From here, exiting before you are paid up generally needs a court application to rescind the order.
Step 5: Pay through a PDA
You pay one monthly amount to a registered payment distribution agent (PDA), which splits it among creditors and sends statements. The PDA charges R15 per payment over R500. You keep paying until the debts are settled.
Step 6: Clearance certificate (Form 19)
When your debts are paid up, your counsellor issues a Form 19 clearance certificate within seven days, notifies the NCR and all credit bureaus, and the bureaus remove the debt-review flag, typically within about 21 business days. If you settled some creditors directly, give the counsellor your paid-up letters so the certificate can be issued.
The forms at a glance
| Form | Stage | Purpose |
|---|---|---|
| Form 16 | Application | Apply for debt review (section 86) |
| Form 17.2 | Assessment | Notify outcome of the affordability assessment |
| Section 87 order | Court | Make the restructuring legally binding |
| Form 19 | Exit | Clearance certificate once debts are paid |
Frequently asked questions
What is the debt review process step by step?
Apply on Form 16, get an affordability assessment, creditors are notified within five days, a restructuring plan is negotiated, a magistrate's court grants an order under section 87, you pay through a PDA, then receive a Form 19 clearance certificate when done.
What is Form 16 in debt review?
Form 16 is the debt-review application under section 86 of the National Credit Act. You complete it with your counsellor to formally apply and start the process.
What is section 87 of the National Credit Act?
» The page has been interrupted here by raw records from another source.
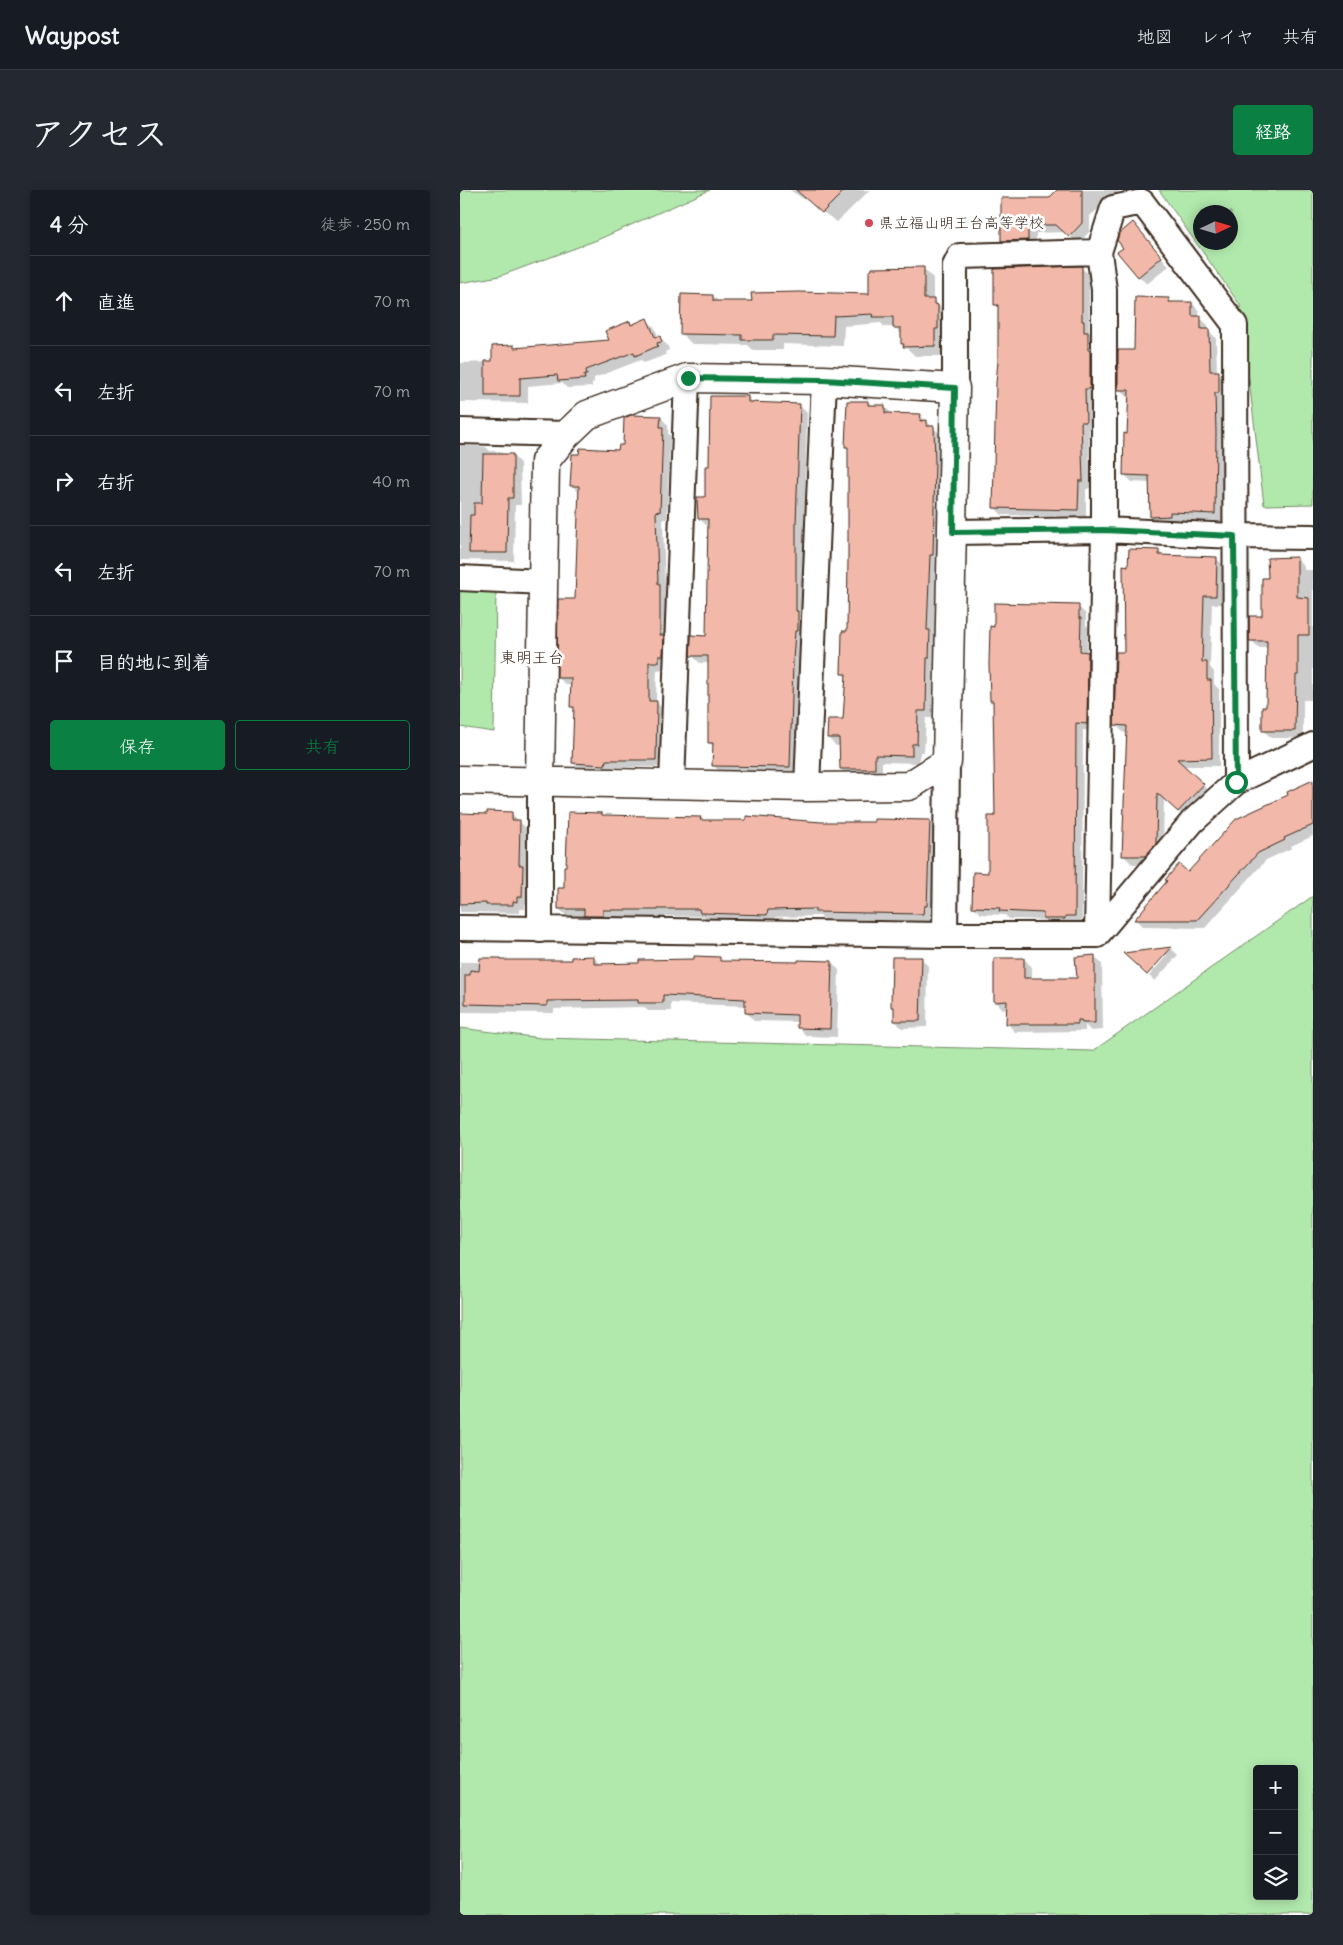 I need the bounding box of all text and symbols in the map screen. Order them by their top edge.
text: Waypost [25,20,119,50]
text: 地図 [1137,25,1173,48]
text: レイヤ [1201,25,1254,48]
text: 共有 [1282,25,1318,48]
button: 経路 [1233,105,1313,155]
text: アクセス [30,111,168,155]
north arrow [1193,205,1238,250]
text: 4 分 [50,211,88,238]
place label: 県立福山明王台高等学校 [879,213,1044,232]
text: 徒歩 · 250 m [320,214,410,234]
marker: 県立福山明王台高等学校 [863,217,875,229]
icon: ahead [50,287,78,315]
text: 直進 [97,290,135,314]
text: 70 m [374,291,410,311]
route end [677,367,700,390]
icon: left [50,377,78,405]
text: 左折 [97,380,135,404]
text: 70 m [374,381,410,401]
icon: right [50,467,78,495]
text: 右折 [97,470,135,494]
text: 40 m [372,471,410,491]
icon: left [50,557,78,585]
text: 左折 [97,560,135,584]
text: 70 m [374,561,410,581]
icon: arrive [50,647,78,675]
district label: 東明王台 [500,647,564,667]
text: 目的地に到着 [97,650,211,674]
button: 保存 [50,720,225,770]
button: 共有 [235,720,410,770]
route start [1225,771,1248,794]
map controls [1253,1765,1298,1900]
button: + [1253,1765,1298,1810]
button: − [1253,1810,1298,1855]
button: layers [1253,1855,1298,1900]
Section 87 is the stage where a magistrate's court reviews your counsellor's restructuring proposal and makes it a binding court order, locking in your reduced payments and your legal protection.
How long does the debt review process take to start?
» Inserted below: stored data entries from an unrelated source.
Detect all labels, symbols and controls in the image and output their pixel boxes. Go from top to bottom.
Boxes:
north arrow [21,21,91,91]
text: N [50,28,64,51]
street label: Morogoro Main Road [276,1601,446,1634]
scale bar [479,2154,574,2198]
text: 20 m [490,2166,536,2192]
Your counsellor must notify creditors within five business days of your application. The protective court order under section 87 usually follows within a couple of months, depending on the court roll and creditor responses.
What is Form 17.2?
Form 17.2 is used during the process to notify the parties of the outcome of your affordability assessment - whether you are found over-indebted and how the debt will be restructured.
What document do I get at the end of debt review?
A Form 19 clearance certificate, issued by your debt counsellor once your debts are paid up. It triggers removal of the debt-review flag from your credit profile.
Can I be turned down for debt review?
Yes. If the affordability assessment shows you can pay your debts normally, you are not over-indebted and debt review may be declined. A counsellor will tell you honestly during the free assessment.